Porém, é sempre bom lembrar que o confinamento e as condições impostas pelo programa despertam nos participantes gatilhos que geram situações exponenciais. Em uma análise fria, faço uso de um clichê: nestes gatilhos, “a máscara cai” e o brother dificilmente consegue manter um personagem. A produção do programa está ciente e incentiva a proporção gigantesca que o BBB toma, tanto para quem está lá dentro, quanto para nós aqui fora.

A temporada 21 do BBB traz uma característica que pode fazer mudar esse cenário ostensivo de manipulação da realidade. O Mr.

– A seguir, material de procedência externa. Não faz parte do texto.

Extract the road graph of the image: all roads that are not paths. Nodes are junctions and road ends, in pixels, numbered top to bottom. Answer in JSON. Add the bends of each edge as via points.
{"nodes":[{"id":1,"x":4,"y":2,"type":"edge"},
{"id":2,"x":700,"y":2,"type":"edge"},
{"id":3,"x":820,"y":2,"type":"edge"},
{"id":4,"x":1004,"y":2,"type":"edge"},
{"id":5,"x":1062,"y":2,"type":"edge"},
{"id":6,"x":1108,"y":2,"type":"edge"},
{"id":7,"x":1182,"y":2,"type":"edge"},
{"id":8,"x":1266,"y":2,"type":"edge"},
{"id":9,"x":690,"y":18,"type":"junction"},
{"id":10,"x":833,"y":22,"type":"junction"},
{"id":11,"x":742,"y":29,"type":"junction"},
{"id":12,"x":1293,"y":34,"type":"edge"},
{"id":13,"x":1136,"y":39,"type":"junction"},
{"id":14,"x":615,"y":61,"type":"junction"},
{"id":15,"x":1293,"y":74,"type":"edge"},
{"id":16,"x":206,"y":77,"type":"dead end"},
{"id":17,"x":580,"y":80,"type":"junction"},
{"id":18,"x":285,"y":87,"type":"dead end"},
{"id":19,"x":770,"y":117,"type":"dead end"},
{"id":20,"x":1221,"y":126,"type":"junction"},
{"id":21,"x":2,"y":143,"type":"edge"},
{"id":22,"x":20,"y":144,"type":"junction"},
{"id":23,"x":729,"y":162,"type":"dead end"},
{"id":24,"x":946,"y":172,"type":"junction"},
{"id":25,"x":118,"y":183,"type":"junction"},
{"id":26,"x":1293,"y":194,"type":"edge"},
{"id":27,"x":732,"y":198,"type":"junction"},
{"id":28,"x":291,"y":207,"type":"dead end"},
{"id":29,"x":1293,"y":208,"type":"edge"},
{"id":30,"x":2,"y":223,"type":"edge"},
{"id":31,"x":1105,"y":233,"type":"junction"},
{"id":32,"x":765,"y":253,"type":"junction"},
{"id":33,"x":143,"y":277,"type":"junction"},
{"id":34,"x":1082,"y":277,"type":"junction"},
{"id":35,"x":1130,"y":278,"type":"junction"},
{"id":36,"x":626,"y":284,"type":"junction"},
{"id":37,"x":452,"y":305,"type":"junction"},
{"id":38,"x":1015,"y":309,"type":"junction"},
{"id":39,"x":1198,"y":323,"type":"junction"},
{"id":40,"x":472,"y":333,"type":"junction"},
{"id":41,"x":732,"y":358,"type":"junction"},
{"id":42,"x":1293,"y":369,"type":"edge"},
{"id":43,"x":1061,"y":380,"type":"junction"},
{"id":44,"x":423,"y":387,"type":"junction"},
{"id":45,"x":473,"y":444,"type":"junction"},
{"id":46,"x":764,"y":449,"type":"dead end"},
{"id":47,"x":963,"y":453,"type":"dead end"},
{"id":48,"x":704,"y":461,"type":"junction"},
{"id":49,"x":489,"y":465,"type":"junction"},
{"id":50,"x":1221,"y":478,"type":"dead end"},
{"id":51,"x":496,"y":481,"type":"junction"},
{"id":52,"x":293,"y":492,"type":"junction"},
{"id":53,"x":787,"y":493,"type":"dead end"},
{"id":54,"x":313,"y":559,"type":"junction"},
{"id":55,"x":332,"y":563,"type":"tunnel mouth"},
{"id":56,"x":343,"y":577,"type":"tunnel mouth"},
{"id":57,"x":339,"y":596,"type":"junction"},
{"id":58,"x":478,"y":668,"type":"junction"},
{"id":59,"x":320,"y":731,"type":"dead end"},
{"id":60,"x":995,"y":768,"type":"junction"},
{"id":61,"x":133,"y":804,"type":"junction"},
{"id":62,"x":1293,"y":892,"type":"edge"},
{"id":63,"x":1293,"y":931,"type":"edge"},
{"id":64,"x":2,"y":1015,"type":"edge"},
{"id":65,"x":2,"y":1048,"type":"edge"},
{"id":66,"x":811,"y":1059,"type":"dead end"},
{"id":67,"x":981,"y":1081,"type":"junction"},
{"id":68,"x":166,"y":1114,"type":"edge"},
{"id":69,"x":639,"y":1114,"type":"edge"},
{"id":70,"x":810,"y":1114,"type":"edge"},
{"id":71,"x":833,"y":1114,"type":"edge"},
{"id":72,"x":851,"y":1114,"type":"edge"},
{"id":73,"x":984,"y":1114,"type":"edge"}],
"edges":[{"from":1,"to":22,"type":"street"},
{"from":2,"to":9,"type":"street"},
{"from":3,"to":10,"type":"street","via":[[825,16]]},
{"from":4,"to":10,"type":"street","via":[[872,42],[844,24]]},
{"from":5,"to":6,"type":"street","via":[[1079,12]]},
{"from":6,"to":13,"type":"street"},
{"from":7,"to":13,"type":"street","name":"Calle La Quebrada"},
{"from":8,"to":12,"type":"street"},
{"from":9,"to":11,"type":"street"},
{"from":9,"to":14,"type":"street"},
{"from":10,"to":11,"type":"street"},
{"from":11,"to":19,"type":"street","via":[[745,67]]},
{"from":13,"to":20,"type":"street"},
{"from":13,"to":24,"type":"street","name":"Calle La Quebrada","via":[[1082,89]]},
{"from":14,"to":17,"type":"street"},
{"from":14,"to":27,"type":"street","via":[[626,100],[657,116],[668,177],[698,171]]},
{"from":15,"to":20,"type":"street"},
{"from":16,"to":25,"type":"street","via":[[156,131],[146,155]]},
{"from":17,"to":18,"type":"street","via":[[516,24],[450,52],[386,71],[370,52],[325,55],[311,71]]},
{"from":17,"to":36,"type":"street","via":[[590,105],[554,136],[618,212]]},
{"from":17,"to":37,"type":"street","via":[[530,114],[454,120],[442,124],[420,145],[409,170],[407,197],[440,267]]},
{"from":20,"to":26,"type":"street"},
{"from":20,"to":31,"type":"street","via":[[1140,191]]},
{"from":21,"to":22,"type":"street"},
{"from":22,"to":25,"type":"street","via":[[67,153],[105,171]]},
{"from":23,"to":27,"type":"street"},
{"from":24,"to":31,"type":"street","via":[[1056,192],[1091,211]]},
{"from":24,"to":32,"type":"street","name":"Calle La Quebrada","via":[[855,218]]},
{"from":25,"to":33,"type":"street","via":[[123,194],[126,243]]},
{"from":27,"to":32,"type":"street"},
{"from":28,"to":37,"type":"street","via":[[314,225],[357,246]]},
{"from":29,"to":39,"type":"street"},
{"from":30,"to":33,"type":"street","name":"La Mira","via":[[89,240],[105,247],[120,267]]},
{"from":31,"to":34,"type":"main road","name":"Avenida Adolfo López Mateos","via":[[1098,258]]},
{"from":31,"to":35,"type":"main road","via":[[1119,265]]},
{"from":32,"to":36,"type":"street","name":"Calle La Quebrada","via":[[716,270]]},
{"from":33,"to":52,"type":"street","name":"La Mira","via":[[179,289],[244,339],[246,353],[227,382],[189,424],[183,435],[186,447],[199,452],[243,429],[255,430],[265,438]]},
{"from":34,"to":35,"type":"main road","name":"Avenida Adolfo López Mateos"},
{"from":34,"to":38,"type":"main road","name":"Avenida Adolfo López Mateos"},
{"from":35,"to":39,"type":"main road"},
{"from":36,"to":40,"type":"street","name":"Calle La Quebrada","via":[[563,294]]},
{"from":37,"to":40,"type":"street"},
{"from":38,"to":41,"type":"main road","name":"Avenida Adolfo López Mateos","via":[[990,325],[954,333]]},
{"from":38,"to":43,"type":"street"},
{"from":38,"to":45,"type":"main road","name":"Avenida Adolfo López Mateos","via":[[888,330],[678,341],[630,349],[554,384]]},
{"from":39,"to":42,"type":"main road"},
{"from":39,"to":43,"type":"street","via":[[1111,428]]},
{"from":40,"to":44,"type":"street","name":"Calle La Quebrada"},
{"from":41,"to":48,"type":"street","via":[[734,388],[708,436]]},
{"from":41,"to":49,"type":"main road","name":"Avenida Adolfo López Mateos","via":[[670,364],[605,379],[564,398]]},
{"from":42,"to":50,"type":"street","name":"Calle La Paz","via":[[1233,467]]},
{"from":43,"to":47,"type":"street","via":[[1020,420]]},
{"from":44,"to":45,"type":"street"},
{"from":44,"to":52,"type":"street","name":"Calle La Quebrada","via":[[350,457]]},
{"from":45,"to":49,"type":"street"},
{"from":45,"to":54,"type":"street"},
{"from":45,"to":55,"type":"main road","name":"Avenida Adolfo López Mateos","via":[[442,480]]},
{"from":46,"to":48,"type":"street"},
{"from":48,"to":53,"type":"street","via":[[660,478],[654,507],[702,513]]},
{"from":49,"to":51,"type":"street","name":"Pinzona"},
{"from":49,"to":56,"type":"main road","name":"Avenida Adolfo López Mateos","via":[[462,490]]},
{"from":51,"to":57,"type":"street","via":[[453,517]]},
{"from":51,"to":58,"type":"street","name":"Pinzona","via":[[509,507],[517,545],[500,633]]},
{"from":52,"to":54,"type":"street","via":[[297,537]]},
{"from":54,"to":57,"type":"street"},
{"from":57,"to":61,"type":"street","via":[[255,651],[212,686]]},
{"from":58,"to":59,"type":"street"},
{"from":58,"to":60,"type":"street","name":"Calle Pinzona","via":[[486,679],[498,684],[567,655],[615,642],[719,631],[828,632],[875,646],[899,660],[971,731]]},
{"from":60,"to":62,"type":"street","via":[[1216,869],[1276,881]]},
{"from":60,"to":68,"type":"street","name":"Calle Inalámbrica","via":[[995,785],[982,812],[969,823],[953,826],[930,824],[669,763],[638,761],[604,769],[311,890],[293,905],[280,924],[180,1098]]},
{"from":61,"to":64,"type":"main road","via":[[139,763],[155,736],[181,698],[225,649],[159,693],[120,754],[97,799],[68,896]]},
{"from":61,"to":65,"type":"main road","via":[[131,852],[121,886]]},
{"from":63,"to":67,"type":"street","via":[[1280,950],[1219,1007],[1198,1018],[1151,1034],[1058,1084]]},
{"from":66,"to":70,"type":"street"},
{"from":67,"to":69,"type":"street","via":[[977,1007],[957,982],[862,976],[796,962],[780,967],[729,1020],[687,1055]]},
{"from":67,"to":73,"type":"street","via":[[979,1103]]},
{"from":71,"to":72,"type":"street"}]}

Edição (apelido dado à edição do programa exibida para o “grande público” da TV aberta) continua construindo narrativas mesmo diante da repercussão do que é acompanhado de perto no streaming (Globoplay ou PPV, que transmite a casa 24h por dia) por uma legião de fãs apaixonados.

A repercussão, nas redes sociais, de falas, conversas e atitudes dos participantes, não passa mais batido pelo grande público. Ou melhor: com a popularização do Globoplay, cada vez mais o público tem acesso a momentos que o Mr. Edição pretende esconder na intenção de construir narrativas ou não fazer desmoronar outras.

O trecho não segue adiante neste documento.